Assignment :: In the entries below, identify every line with the string "GALLINIT" and copy it.

Entries taken from a collection:
◆ ◆ ◆ ◆ ◆

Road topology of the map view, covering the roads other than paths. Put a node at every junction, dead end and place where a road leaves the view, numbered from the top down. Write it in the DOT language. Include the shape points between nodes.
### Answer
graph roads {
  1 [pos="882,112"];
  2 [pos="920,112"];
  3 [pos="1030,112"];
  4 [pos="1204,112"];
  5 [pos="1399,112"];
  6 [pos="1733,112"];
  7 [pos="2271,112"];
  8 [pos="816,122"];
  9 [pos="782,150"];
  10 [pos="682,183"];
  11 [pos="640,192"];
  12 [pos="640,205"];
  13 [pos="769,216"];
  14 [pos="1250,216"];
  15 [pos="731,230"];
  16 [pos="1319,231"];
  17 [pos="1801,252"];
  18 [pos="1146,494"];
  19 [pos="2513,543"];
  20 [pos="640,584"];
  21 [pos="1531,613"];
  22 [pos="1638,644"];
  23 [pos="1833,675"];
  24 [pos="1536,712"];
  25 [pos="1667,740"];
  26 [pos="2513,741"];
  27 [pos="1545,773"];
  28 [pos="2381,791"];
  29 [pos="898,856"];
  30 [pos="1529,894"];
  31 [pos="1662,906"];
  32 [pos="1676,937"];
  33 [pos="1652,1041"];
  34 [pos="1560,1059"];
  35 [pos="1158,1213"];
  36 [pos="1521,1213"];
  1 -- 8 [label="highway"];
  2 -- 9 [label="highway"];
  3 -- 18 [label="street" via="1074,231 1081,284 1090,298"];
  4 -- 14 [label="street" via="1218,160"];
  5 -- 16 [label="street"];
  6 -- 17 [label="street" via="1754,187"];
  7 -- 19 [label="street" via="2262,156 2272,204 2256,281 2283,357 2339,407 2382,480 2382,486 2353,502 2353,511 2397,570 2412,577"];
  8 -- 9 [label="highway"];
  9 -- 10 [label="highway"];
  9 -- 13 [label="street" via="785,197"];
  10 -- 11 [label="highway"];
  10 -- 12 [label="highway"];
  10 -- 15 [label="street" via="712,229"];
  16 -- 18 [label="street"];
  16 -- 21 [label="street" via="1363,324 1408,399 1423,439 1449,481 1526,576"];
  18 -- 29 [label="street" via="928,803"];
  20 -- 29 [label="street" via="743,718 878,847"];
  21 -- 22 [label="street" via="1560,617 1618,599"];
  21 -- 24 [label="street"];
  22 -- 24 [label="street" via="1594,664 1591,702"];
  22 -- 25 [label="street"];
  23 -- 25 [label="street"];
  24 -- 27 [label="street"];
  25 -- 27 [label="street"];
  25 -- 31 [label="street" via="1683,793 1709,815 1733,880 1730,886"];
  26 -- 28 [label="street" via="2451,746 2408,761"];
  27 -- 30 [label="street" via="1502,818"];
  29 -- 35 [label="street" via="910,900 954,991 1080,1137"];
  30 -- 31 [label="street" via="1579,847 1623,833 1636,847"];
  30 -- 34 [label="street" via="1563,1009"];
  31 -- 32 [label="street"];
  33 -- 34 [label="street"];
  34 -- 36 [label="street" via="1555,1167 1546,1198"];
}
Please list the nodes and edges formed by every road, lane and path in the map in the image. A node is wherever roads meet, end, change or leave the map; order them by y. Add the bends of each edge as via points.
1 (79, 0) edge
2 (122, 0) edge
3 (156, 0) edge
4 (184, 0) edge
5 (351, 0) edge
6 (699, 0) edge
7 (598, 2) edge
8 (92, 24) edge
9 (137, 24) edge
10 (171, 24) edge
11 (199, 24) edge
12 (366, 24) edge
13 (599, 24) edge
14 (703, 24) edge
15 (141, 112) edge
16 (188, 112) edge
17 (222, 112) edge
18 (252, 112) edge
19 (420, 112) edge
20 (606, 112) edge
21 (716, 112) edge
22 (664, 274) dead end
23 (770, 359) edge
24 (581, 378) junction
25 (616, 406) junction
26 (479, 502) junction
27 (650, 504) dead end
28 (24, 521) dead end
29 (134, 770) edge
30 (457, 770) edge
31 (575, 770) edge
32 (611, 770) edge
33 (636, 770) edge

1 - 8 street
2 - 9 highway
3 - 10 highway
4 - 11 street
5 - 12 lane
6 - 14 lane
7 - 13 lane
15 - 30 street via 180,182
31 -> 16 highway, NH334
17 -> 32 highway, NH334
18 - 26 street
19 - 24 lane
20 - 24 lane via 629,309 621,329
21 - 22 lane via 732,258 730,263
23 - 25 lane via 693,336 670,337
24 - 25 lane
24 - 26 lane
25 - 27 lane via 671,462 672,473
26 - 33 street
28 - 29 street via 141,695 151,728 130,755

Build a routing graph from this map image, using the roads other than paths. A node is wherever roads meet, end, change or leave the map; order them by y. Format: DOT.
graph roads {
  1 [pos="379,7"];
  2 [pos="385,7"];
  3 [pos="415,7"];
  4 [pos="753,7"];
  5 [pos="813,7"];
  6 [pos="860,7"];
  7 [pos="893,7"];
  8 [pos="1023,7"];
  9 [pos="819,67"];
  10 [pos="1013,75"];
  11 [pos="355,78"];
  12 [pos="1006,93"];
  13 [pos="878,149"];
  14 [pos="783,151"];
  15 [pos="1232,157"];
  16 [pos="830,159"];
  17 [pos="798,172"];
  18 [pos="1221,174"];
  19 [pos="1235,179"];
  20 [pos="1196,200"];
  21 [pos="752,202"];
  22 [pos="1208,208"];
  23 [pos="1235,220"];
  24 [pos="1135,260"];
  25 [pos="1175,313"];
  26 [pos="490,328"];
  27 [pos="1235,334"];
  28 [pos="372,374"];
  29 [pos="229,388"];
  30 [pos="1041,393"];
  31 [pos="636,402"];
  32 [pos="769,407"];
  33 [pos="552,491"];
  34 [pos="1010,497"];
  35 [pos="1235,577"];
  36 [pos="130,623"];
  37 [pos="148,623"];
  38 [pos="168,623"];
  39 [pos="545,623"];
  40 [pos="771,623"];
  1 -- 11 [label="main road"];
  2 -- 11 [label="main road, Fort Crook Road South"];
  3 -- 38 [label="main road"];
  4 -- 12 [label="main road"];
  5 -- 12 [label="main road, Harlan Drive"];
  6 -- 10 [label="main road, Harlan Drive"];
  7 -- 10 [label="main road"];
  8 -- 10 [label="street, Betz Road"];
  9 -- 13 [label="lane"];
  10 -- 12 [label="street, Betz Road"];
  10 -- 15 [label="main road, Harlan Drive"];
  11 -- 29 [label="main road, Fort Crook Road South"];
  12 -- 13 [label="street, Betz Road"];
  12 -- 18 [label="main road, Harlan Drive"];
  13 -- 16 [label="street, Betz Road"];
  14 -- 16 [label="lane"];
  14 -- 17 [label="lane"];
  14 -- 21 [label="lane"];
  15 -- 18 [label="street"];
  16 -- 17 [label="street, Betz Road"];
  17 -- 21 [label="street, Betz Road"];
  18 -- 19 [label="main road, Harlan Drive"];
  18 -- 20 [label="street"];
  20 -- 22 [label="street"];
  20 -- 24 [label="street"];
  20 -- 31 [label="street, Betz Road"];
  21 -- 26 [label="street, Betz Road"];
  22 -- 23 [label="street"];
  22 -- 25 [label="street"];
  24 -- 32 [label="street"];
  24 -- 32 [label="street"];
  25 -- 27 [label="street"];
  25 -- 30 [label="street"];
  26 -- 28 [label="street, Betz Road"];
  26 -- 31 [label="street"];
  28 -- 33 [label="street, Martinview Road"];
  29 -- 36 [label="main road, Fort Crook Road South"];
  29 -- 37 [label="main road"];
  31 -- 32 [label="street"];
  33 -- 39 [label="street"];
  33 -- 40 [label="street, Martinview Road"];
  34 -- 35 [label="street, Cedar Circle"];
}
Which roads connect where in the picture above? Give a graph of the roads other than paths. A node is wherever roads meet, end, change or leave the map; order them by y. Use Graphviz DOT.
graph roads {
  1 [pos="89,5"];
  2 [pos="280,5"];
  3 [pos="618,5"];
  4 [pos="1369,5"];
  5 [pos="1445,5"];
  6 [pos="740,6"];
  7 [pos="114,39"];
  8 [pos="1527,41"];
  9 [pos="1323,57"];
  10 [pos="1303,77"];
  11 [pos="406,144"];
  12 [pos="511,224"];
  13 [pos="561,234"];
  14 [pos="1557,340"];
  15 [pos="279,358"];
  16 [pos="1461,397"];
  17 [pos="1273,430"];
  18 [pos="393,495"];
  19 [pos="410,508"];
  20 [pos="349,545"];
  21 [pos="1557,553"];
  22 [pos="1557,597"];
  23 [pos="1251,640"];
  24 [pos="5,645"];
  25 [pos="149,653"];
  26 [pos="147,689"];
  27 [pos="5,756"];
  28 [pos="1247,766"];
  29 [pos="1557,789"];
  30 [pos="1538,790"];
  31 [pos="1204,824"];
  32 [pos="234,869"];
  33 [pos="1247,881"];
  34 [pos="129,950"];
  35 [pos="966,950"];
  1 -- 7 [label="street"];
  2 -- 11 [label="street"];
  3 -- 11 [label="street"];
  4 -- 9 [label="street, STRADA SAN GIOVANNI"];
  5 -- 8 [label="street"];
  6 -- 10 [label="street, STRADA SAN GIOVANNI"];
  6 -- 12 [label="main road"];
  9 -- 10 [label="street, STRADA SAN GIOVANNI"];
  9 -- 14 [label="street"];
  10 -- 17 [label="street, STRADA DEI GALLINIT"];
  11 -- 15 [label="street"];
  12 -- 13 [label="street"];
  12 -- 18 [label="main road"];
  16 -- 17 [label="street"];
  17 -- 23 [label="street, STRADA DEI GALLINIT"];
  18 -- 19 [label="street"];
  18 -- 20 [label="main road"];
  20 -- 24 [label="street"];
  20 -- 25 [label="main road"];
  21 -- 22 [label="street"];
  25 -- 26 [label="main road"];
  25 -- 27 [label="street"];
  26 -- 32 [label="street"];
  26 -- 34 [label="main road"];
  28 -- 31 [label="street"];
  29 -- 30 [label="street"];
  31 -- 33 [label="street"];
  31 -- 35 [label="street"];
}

◆ ◆ ◆ ◆ ◆

Result below ::
  10 -- 17 [label="street, STRADA DEI GALLINIT"];
  17 -- 23 [label="street, STRADA DEI GALLINIT"];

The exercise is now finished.